= George Pinker =

Indian obstetrician and gynecologist (1924–2007)

Sir George Douglas Pinker, KCVO (6 December 1924 – 29 April 2007) was an internationally respected obstetrician and gynecologist, best known for modernizing the delivery of royal babies.

==Early life==
George Douglas Pinker was born on 6 December 1924 in Calcutta, India, the second son of Queenie Elizabeth née Dix and Ronald Douglas Pinker, a horticulturist who worked for Suttons Seeds for 40 years, and headed the bulb and flower department for 25 years. At the time of George's birth he ran Sutton Seeds Indian Branch in Calcutta. His older brother Kenneth Hubert was born in Reading on 15 September 1919.

==Education==
From 1928 aged four, Pinker was educated at Reading School. In 1942, he began medical training at St Mary's Hospital Medical School, Paddington, London, qualifying as a doctor in 1947. As a student in 1946, when the Music Society put on its first post-war production The Mikado, he sang one of the leading roles. He turned down a contract with the D'Oyly Carte Opera Company to pursue a career in medicine. Queen Elizabeth attended the performance as patron of both the hospital and the medical school, accompanied by the two young princesses, Elizabeth and Margaret.

==Professional career==
Deciding to specialize in obstetrics, he served his National Service as a lieutenant in the Royal Army Medical Corps in Singapore, where he did much of his specialist training under Benjamin Henry Sheares at the British Military Hospital, Singapore. Returning to civilian life at the Radcliffe Infirmary in Oxford, in 1958 he was appointed a consultant in obstetrics and gynaecology to St. Mary's Hospital and Samaritan Hospital for Women, both of which he served for the next 31 years. While at St Mary's Hospital on May 27, 1971, he assisted in the first ever Caesarian section birth under an Epidural anaesthetic. He later also held the position of Consulting Gynaecological Surgeon to the Middlesex Hospital; Soho Hospital for Women; Bolingbroke Hospital, Battersea; and the Radcliffe Infirmary from 1969 to 1980.

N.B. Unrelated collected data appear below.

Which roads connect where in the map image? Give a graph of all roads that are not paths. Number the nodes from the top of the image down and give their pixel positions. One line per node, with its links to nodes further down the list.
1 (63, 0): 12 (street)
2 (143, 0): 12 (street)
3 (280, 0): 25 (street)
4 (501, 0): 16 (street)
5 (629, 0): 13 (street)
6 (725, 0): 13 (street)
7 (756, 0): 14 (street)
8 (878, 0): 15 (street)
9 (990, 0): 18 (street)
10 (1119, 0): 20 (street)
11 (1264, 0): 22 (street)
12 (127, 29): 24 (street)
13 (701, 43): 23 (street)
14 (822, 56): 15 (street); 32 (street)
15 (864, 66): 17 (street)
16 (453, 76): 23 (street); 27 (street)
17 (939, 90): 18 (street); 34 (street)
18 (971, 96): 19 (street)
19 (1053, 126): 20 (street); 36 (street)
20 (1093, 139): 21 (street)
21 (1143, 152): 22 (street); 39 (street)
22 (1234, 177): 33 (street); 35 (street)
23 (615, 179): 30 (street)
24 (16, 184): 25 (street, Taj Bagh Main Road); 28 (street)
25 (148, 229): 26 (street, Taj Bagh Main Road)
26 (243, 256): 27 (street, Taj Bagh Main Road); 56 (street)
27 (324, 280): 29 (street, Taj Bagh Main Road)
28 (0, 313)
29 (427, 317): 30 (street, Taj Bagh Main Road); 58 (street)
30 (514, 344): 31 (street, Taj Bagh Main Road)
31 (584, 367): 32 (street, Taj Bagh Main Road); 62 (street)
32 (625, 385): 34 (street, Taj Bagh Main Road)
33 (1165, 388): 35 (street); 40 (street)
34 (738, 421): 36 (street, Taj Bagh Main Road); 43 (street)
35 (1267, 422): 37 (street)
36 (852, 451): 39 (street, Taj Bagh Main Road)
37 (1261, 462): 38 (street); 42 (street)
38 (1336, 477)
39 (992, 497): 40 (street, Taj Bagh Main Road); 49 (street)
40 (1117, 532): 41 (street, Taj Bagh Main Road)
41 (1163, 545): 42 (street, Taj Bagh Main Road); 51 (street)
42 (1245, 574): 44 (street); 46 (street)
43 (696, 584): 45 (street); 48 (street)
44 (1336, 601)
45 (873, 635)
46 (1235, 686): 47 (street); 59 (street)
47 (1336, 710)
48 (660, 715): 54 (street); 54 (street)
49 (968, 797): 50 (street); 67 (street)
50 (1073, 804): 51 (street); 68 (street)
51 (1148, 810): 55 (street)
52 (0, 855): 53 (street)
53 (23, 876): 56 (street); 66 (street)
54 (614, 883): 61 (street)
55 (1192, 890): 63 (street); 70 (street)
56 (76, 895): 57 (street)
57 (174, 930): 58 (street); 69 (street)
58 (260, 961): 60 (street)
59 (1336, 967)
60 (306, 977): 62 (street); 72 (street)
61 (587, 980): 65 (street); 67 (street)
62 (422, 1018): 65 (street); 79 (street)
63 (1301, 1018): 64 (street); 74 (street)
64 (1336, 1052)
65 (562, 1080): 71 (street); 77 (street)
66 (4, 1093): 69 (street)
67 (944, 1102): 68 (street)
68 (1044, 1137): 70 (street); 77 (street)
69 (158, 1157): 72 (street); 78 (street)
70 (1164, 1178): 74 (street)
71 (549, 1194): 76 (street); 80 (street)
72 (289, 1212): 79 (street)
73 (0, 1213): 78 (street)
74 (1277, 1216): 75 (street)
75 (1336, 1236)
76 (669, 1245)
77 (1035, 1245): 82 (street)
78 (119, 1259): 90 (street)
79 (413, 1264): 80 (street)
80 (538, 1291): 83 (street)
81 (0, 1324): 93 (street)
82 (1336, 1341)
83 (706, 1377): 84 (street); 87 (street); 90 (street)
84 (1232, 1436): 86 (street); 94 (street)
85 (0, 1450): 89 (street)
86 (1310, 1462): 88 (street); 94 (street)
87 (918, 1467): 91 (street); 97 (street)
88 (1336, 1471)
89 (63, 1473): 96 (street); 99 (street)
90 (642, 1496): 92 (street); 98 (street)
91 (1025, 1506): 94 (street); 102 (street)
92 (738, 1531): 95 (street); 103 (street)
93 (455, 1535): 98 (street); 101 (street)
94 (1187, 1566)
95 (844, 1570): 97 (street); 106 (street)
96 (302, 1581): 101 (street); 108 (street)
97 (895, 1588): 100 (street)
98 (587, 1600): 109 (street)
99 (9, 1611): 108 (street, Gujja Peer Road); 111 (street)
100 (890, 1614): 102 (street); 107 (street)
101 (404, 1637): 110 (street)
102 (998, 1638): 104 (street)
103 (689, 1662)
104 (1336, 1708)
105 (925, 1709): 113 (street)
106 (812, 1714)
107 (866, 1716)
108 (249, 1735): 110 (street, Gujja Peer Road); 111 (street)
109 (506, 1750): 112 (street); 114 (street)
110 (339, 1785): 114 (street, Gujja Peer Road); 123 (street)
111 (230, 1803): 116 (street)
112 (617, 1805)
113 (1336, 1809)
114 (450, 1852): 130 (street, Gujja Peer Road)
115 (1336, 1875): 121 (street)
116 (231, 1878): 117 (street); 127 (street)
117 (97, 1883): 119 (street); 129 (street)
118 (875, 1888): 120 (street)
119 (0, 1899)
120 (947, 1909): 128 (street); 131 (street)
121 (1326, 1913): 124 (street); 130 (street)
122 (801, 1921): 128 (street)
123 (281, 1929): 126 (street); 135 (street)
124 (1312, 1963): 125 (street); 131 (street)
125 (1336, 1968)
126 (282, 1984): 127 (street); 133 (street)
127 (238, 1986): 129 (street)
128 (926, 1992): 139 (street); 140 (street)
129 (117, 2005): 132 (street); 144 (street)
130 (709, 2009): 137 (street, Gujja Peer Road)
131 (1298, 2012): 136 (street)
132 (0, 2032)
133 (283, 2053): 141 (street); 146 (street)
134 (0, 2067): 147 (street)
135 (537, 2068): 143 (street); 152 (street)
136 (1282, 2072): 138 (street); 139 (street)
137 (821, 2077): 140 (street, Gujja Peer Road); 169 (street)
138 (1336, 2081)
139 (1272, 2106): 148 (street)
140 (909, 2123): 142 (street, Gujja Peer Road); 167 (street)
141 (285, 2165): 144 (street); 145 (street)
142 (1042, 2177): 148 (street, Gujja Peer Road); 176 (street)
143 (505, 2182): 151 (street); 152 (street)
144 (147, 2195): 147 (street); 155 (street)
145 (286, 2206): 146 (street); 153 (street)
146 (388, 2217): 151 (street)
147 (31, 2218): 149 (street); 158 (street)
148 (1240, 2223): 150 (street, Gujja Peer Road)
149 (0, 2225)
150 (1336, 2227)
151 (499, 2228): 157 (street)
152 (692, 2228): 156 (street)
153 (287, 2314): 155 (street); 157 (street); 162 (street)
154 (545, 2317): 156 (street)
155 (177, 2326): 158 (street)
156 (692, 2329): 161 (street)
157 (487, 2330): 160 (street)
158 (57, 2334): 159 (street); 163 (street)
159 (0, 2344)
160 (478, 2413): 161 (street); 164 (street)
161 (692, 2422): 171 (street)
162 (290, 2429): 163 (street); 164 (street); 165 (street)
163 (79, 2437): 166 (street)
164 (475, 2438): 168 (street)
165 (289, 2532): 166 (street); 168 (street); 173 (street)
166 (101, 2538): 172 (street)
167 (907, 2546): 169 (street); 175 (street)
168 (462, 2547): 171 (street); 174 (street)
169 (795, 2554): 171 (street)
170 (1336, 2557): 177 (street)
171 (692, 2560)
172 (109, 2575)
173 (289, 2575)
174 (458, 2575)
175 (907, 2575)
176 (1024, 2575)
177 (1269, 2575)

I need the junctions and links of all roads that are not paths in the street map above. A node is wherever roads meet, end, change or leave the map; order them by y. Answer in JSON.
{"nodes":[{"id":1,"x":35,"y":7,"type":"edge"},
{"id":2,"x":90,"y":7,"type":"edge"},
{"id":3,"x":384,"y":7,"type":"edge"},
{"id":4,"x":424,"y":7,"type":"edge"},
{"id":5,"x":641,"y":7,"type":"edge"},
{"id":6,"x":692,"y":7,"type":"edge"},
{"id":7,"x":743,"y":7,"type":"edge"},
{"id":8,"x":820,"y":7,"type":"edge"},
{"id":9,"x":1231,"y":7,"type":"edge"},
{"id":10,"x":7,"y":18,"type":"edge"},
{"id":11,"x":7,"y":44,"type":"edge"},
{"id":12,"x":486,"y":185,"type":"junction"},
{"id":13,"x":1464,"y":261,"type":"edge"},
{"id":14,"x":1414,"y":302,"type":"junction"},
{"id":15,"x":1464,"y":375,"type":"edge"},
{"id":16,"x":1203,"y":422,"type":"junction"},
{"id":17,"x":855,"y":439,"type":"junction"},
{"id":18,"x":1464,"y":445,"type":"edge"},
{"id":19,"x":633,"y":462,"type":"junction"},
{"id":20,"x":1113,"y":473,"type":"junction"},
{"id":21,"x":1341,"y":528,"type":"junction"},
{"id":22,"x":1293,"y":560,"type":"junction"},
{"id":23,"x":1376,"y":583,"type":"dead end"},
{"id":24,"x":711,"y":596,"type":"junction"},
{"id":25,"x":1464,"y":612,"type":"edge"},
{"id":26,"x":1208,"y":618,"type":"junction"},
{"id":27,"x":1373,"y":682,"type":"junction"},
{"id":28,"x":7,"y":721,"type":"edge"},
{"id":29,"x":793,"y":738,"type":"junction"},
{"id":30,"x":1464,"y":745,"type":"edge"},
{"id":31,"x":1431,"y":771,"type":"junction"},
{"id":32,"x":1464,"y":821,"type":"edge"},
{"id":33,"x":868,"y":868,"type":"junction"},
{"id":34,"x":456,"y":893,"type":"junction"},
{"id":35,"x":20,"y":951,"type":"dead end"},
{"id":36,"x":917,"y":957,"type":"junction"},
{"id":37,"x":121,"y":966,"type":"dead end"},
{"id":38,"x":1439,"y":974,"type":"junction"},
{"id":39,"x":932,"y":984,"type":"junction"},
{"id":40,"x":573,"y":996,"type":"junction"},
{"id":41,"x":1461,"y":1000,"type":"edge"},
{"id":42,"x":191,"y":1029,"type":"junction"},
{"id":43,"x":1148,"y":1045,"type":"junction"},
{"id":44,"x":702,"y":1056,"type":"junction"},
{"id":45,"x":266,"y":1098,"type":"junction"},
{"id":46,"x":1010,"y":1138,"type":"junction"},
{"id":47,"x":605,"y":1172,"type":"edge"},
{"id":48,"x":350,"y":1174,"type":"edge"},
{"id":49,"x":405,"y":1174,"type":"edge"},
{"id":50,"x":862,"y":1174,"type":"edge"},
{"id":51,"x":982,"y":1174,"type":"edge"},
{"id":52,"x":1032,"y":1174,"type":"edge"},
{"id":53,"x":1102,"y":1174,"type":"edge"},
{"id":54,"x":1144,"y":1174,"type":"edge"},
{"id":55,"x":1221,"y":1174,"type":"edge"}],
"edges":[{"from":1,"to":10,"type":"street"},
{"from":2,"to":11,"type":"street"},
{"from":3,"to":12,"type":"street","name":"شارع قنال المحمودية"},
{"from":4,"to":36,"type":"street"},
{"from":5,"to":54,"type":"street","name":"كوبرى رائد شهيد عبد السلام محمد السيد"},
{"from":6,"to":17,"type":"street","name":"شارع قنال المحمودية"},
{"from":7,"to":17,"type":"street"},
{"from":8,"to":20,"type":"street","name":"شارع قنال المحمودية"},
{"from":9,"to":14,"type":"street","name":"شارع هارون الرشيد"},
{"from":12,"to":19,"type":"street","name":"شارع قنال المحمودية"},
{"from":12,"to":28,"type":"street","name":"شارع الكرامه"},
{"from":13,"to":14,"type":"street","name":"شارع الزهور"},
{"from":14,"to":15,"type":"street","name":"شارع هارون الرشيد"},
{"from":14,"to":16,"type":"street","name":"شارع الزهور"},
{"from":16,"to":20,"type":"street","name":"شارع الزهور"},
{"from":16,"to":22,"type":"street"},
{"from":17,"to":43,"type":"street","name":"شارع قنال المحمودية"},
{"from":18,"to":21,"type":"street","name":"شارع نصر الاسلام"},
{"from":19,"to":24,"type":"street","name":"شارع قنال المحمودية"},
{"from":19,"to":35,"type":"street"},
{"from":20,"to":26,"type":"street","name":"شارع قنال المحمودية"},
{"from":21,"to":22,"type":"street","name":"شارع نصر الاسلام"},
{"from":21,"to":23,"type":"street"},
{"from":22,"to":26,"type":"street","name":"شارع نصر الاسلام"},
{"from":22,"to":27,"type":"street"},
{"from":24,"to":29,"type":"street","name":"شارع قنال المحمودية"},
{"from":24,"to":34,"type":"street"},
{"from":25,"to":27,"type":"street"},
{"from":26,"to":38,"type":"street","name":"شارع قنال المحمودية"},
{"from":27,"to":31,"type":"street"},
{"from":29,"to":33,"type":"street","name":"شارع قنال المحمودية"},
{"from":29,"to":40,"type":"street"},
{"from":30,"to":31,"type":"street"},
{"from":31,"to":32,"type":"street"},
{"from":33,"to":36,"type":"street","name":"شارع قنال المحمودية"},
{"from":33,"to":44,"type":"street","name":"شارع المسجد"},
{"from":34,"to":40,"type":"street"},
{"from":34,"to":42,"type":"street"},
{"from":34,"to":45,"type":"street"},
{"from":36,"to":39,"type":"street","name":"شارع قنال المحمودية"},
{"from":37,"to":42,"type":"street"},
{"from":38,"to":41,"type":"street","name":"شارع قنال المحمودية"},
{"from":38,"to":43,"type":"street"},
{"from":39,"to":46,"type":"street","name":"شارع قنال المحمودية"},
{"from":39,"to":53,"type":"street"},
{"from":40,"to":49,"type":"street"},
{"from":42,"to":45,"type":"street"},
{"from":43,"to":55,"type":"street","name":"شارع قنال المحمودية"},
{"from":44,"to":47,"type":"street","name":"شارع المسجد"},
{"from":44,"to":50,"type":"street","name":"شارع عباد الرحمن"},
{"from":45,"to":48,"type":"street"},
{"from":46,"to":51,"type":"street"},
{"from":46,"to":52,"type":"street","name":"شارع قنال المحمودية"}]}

Pinker accepted an increasing involvement with the Royal College of Obstetricians and Gynaecologists, serving as Honorary Treasurer, 1970–77. He was a past president of the British Fertility Society and supported the research that led to the birth in 1978 of Louise Brown, the first test-tube baby.

His work at the Royal College earned him international respect amongst obstetricians and gynaecologists. In 1980 he was elected vice-president and finally President in 1987.

He was President of the Royal Society of Medicine from 1992 to 1994.

==Wellbeing of Women==

In 1964 he and several distinguished colleagues founded the Childbirth Research Centre. Changing its name to Birthright in 1972, it is now Wellbeing of Women. Diana, Princess of Wales, whose two sons had been delivered by Pinker, became a patron in 1984.

On 12 October 2011, the Right Reverend Vincent Nichols gave the first annual Sir George Pinker Memorial Address.

==Surgeon and gynaecologist to the Queen==
In 1973 he succeeded Sir John Peel as surgeon gynaecologist to Queen Elizabeth II. The youngest person to be appointed to the post, he delivered nine royal babies: the Earl of Ulster, Lady Davina Windsor, and Lady Rose Gilman; Lord Frederick Windsor and Lady Gabriella Kingston; Peter Phillips and Zara Tindall; Prince William, and Prince Harry. All of these births took place at St. Mary's Hospital, Paddington, a significant break with royal tradition as all prior royal births had taken place at a royal residence. In 1990, he was replaced by Marcus Setchell CVO.

==Honours==
Pinker was appointed a CVO in 1983, and a KCVO in 1990. In the same year, he authored the book 'Preparing for Pregnancy'. In 1991 he edited 'Clinical Gynecological Oncology'. He also contributed to several books: Diseases of Women by Ten Teachers (1964), Obstetrics by Ten Teachers (1964), A Short Textbook of Obstetrics and Gynaecology (1967).

==Personal life==
Pinker married former nurse Dorothy Emma Russell in London on 31 March 1951. The couple had four children: twins Catherine and Ian, Robert, and William. His wife died in 2003.

Pinker enjoyed all music, but particularly opera. He became assistant concert director of Reading Symphony Orchestra, and then in 1988 vice-president of the London Choral Society. He was a keen skier, sailor, gardener and hill-walker.

==Death and memorial service==
In his last years, he was disabled by Parkinson's disease and partial blindness. Pinker died in Cheltenham, Gloucestershire on 29 April 2007.

A Memorial Service was held in October 2007 St Marylebone Church, London, attended by the Duchess of Gloucester and Queen Anne-Marie of Greece. In August 2008 it was reported that he left nearly £1.5million in his will to his four children.